Amigos se redescobrem
também, estejam onde estiverem. O FaceBook ajuda. Ficamos sabendo melhor o que
é a alegria e o drama de se passar por esses anos da meia-idade. A morte, a solidão, e o desencanto com a vida
assolam a paz de muitos de nós. Olhamos para trás. Olhamos para frente. Para
cima e para baixo também. Para o que temos, o que tivemos, e nunca tivemos. Para
o que nos incomoda e para o que ainda podemos sonhar em fazer. Há tempo ainda.

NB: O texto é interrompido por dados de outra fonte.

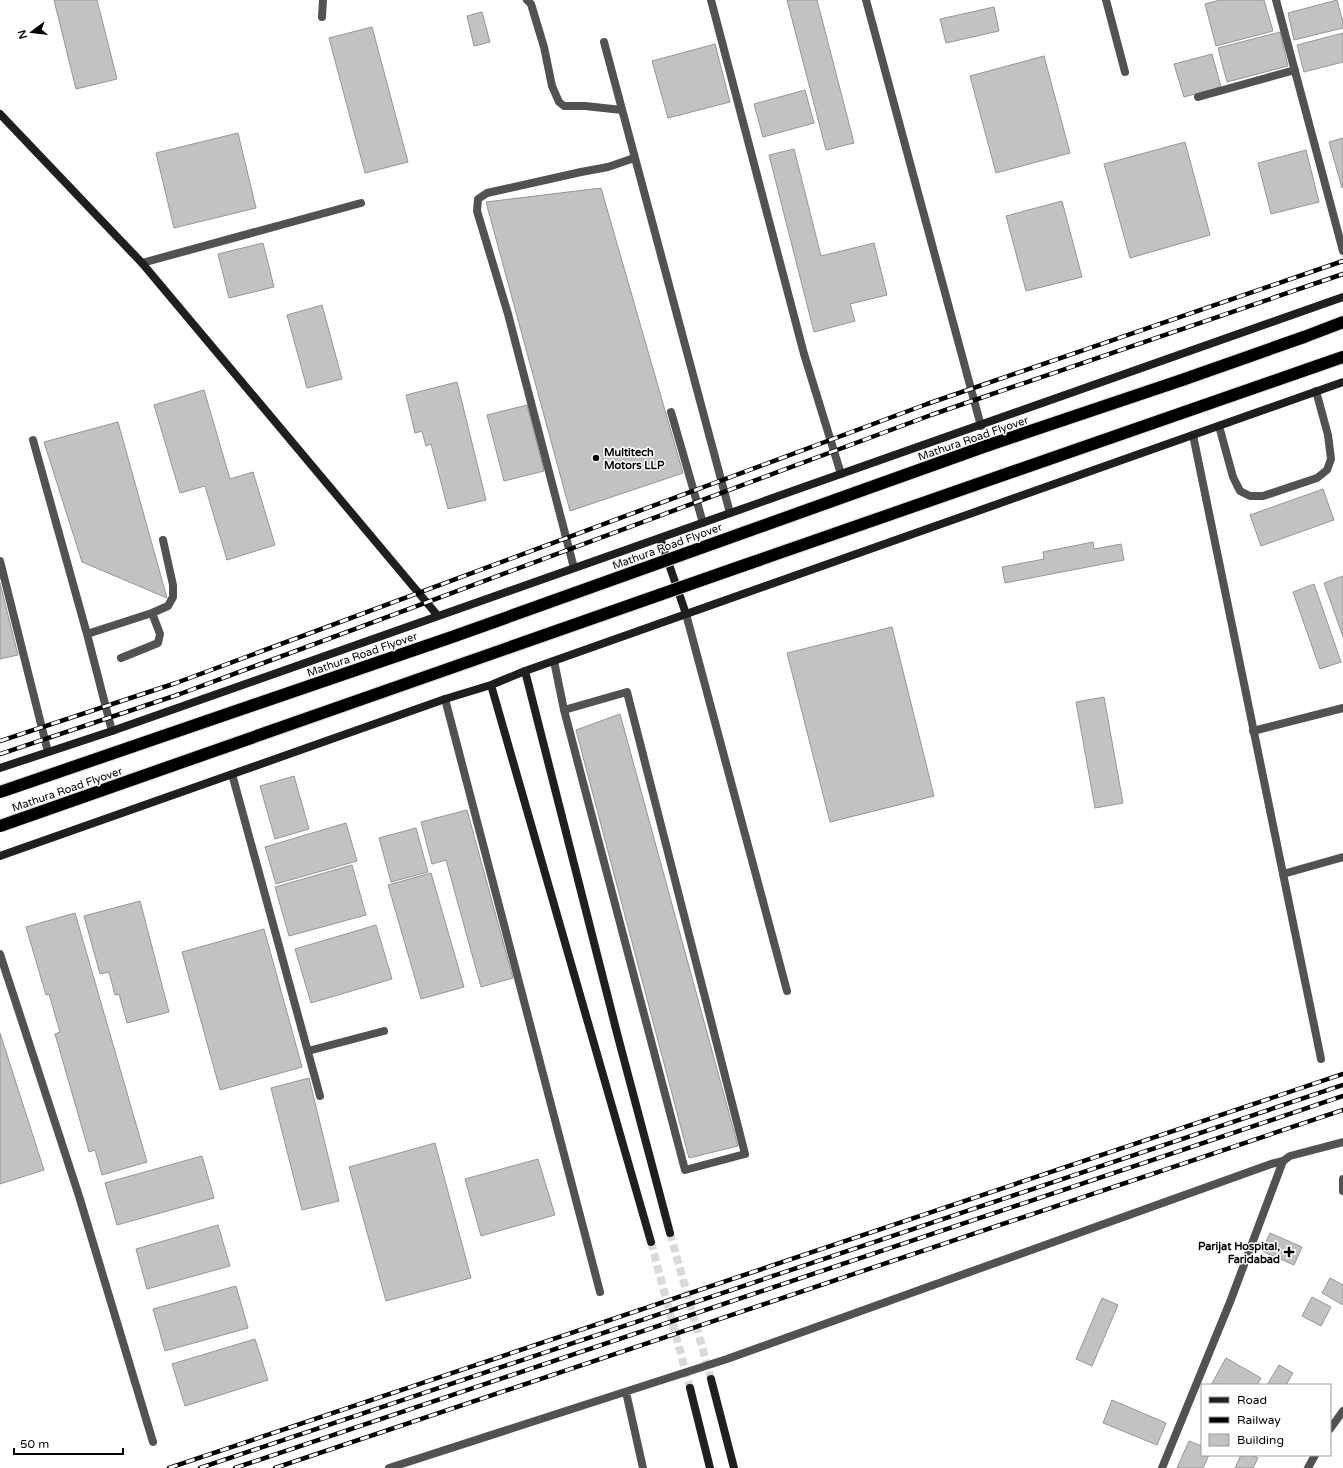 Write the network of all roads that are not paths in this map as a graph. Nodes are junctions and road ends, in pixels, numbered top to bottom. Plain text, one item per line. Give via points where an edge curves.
1 (323, 0) edge
2 (527, 0) edge
3 (711, 0) edge
4 (866, 0) edge
5 (1106, 0) edge
6 (1276, 0) edge
7 (322, 17) dead end
8 (604, 42) dead end
9 (1295, 70) junction
10 (1125, 72) dead end
11 (1198, 97) dead end
12 (622, 110) junction
13 (0, 114) edge
14 (634, 158) junction
15 (361, 202) dead end
16 (1343, 251) edge
17 (142, 263) junction
18 (1343, 297) edge
19 (1343, 322) edge
20 (1343, 357) edge
21 (1343, 382) edge
22 (1316, 391) junction
23 (671, 412) dead end
24 (981, 426) junction
25 (1219, 426) junction
26 (1193, 435) junction
27 (33, 440) dead end
28 (841, 474) junction
29 (730, 514) junction
30 (703, 523) junction
31 (660, 538) junction
32 (163, 540) dead end
33 (0, 561) edge
34 (574, 568) junction
35 (152, 613) junction
36 (686, 614) junction
37 (438, 616) junction
38 (87, 634) junction
39 (121, 658) dead end
40 (554, 661) junction
41 (525, 671) junction
42 (491, 685) junction
43 (445, 699) junction
44 (1343, 708) edge
45 (564, 710) junction
46 (112, 731) junction
47 (1253, 731) junction
48 (48, 752) junction
49 (0, 768) edge
50 (232, 774) junction
51 (0, 792) edge
52 (0, 826) edge
53 (0, 856) edge
54 (1343, 857) edge
55 (1283, 874) junction
56 (0, 954) edge
57 (787, 991) dead end
58 (384, 1031) dead end
59 (308, 1051) junction
60 (1321, 1059) dead end
61 (320, 1096) dead end
62 (1343, 1142) edge
63 (1283, 1161) junction
64 (1343, 1179) edge
65 (1343, 1191) edge
66 (670, 1233) tunnel mouth
67 (651, 1242) tunnel mouth
68 (600, 1292) dead end
69 (711, 1379) tunnel mouth
70 (690, 1388) tunnel mouth
71 (626, 1392) junction
72 (1343, 1411) edge
73 (1331, 1428) edge
74 (153, 1442) dead end
75 (1314, 1456) edge
76 (389, 1468) edge
77 (643, 1468) edge
78 (710, 1468) edge
79 (734, 1468) edge
80 (1162, 1468) edge
81 (1308, 1468) edge

1 - 7 street
2 - 12 street via 531,4 552,86 559,102 564,106
3 - 28 street via 804,354
4 - 24 street
5 - 10 street
6 - 9 street
8 - 12 street
9 - 11 street
9 - 16 street
12 - 14 street
13 - 17 main road
14 - 29 street
14 - 34 street via 608,167 487,193 478,199 477,211 508,314
15 - 17 street
17 - 37 main road
18 - 24 main road
19 - 51 highway, Mathura Road Flyover, bridge via 986,446 452,637
20 - 52 highway, Mathura Road Flyover, bridge
21 - 22 main road
22 - 25 main road
22 - 25 street via 1328,435 1331,459 1327,470 1317,478 1263,496 1250,496 1240,491 1233,478
23 - 30 street
24 - 28 main road
25 - 26 main road
26 - 36 main road
26 - 47 street
27 - 38 street
28 - 29 main road
29 - 30 main road
30 - 31 main road
31 - 34 main road
31 - 36 main road
32 - 35 street via 173,585 173,598 168,606
33 - 48 street
34 - 37 main road
35 - 38 street
35 - 39 street via 160,634 158,643
36 - 40 main road
36 - 57 street
37 - 46 main road
38 - 46 street
40 - 41 main road
40 - 45 street
41 - 42 main road
41 - 66 main road
42 - 43 main road
42 - 67 main road
43 - 50 main road
43 - 68 street
44 - 47 street
45 - 45 street via 627,692 746,1154 685,1170
46 - 48 main road
47 - 55 street
48 - 49 main road
50 - 53 main road
50 - 59 street
54 - 55 street
55 - 60 street
56 - 74 street via 81,1202
58 - 59 street
59 - 61 street
62 - 63 street via 1290,1156
63 - 71 street via 727,1359
63 - 80 street via 1230,1302
64 - 65 street
69 - 79 main road
70 - 78 main road
71 - 76 street
71 - 77 street
72 - 73 street
75 - 81 street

Há disposição ainda. Temos coragem, mas temos consciência de que em todos os
cantos onde podemos, desejamos ou não desejamos morar (bairros, cidades,
estados, ou países diferentes), haverá desafios, com suas perdas e ganhos.
Nesse sentido, como dizia o existencialista Jean-Paul
Sartre, a vida é Sem Saída, título de
uma de suas peças. Não adianta. E esqueçamos por ora o significado da vida.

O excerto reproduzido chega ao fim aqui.